Le ciel et la mer sont dans « Sea of Thieves » magnifiques. / Microsoft

Existe-t-il mode de vie plus parfaitement ludique que celui du pirate ? Libre de naviguer sur les sept mers sans avoir de comptes à rendre, le pirate est le prototype de l’adepte de jeux vidéo, qui papillonne d’une activité à l’autre, d’un monde à l’autre, qui fait ce que bon lui semble sans se soucier des conséquences.

Et pourtant. Trente ans après le séminal Pirates ! de Sid Meier, jamais un jeu n’a vraiment réussi à recapturer le vent de liberté et d’effronterie qui n’aurait pourtant jamais dû arrêter de souffler dans les voiles du jeu vidéo.

Le Sea of Thieves de Rare (Banjo-Kazooie, Killer Instinct), disponible depuis le 20 mars sur Windows 10 et Xbox One, va-t-il réussir à recapturer cet esprit ? Peut-être. Un jour. Mais définitivement pas aujourd’hui.

Abordage hasardeux

Sea of Thieves se présente comme un jeu de pirates.

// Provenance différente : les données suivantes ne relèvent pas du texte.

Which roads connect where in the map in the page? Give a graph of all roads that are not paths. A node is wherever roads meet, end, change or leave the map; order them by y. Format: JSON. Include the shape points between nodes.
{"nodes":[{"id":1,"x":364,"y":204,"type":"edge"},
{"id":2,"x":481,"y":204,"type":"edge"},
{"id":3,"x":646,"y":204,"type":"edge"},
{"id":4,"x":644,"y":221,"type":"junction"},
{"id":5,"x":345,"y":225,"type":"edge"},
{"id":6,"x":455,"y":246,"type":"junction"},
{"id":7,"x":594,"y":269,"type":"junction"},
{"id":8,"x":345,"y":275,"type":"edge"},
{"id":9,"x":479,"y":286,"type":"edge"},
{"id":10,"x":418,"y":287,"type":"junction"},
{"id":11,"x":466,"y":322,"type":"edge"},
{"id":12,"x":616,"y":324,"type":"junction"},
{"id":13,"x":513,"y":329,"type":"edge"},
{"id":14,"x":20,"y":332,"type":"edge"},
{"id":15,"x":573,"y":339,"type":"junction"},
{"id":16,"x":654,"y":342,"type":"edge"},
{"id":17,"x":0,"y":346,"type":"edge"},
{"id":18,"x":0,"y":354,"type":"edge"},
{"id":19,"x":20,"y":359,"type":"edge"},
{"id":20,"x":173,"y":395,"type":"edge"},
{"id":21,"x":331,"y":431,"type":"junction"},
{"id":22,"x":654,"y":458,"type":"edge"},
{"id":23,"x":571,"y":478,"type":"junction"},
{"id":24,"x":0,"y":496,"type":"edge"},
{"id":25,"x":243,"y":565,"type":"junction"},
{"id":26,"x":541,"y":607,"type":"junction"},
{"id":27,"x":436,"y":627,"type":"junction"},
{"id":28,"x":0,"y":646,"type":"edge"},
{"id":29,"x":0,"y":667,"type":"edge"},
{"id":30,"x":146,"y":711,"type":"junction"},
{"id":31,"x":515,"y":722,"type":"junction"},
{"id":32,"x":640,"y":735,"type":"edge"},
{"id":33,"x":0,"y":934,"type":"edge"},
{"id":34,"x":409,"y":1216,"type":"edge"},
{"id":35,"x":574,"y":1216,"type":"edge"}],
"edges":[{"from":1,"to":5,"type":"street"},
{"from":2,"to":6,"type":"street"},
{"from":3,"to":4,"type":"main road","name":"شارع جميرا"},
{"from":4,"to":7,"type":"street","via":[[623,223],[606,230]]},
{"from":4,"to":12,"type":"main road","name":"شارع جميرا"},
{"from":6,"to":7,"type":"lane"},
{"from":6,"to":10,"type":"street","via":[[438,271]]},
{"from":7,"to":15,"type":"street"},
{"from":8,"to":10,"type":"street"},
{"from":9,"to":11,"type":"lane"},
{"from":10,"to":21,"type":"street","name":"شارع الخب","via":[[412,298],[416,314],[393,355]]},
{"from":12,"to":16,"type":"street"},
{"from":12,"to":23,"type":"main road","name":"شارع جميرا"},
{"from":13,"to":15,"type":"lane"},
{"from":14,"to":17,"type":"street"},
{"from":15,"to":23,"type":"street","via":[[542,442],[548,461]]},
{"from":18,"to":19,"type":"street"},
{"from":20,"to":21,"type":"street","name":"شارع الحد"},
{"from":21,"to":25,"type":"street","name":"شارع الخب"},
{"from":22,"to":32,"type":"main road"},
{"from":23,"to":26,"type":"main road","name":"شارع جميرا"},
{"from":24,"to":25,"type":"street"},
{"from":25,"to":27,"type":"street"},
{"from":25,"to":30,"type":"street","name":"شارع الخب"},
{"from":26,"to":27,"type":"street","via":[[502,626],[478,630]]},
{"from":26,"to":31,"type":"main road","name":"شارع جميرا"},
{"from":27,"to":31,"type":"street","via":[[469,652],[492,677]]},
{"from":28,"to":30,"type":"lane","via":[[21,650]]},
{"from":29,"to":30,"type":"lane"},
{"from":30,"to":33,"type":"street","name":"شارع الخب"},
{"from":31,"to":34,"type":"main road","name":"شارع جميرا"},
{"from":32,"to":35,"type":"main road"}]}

Dans un archipel constitué de quelques dizaines d’îles (la plupart inhabitées), le joueur va pouvoir prendre trois types de mission chez des marchands et des représentants de guildes.

Certaines consistent à récolter des ressources (typiquement, des poules) ou à casser la figure à un ennemi spécial (normalement, un squelette à chapeau). Mais les plus typiques sont les chasses au trésor : armé d’une carte marquée d’une croix rouge, ou de quelques vers sibyllins rappelant les énigmes du Père Fourras, le joueur va devoir se mettre en quête d’un ou de plusieurs coffres au trésor, contenant quelques menues piécettes.

Une fois son ordre de mission dans la poche, il est temps pour le joueur de prendre le large. A bord de son bateau, il n’a qu’à lever l’ancre et tirer quelques bouts (pour orienter ou hisser les voiles) avant de s’installer confortablement derrière la barre d’où il pourra, le nez et les cheveux au vent, profiter de la beauté sauvage et un rien cartoonesque de l’océan qui s’offre à lui.

La navigation à quatre joueurs, souvent les meilleurs moments de « Sea of Thieves ». / Microsoft

C’est à bord de ce bateau que l’on s’amuse le plus. Jouer de l’accordéon ou de la vielle de concert avec les autres matelots, boire un grog et tituber, réparer une avarie et écoper, grimper à la vigie pour observer l’horizon à la longue-vue à la recherche d’une voile ennemie…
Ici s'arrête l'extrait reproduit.